‘I Got a Rock’

(Source: Wall Street Journal, Wikipedia, Staff)
Wednesday, November 14, 2012
File (Photo: Wikipedia)
(Photo: Wikipedia)

While Charlie Brown of ‘Peanuts’ comic strip fame lamented receiving rocks in lieu of Halloween candy, political rivals Japan and China are celebrating ‘rocks’, in fact naming them and filing claims to them in and around the East China Sea in an attempt to bolster and expand their country’s maritime claims.

 

According to a report in the Wednesday, November 14 edition of the Wall Street Journal, marking territory in and around the disputed waters – the Senkaku Islands being a small strip of uninhabited islands Northeast of Taiwan – has become a source of rising political tension as coast guard and surveillance boats jockey for position. In the case of the Senkaku chain, which is controlled by Japan but simultaneously claimed by Taiwa and China, the role of the respective country’s hydrographers become ever more important, relying on the latest technologies to accurately identify and claim parcels.
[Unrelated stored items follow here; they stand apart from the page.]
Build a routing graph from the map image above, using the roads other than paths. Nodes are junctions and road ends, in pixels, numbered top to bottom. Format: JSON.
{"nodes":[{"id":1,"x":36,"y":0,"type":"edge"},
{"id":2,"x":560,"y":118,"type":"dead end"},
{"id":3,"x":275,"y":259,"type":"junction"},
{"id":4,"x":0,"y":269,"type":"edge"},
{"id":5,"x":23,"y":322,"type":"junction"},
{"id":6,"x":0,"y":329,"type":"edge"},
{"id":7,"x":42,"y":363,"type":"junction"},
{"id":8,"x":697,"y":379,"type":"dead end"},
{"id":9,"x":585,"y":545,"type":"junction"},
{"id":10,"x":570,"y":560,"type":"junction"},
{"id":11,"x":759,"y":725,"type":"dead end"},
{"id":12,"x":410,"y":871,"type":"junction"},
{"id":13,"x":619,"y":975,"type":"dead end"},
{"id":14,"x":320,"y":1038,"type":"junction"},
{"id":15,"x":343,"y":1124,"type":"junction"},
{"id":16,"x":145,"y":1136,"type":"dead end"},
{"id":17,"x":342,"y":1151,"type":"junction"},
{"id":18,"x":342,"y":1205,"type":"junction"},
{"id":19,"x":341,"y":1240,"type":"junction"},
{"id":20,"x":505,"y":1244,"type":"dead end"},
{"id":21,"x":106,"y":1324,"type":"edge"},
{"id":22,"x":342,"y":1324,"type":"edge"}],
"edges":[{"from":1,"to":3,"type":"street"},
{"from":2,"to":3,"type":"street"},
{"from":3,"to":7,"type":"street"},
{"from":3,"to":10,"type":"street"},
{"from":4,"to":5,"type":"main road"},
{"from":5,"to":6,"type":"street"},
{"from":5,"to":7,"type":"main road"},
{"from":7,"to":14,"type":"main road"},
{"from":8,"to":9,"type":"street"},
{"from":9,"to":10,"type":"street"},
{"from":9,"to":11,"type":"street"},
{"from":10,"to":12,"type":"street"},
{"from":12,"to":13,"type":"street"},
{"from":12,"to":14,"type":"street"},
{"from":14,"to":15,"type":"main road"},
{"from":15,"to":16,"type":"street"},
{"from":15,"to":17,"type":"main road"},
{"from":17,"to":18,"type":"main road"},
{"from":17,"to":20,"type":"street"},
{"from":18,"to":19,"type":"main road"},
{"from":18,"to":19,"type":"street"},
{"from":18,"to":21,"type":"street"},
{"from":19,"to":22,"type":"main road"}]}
The claims are instrumental for matters of security and commerce, as territorial waters stretch 12 miles from a country’s land, with the land is continent or island. In the case of Japan’s ‘no island left behind’ campaign which dates back to 2007 according to the WSJ report, the very definition of an island is being stretched to the max, sometimes including only the tops of rocks, as long as it stays above the water line at high tide.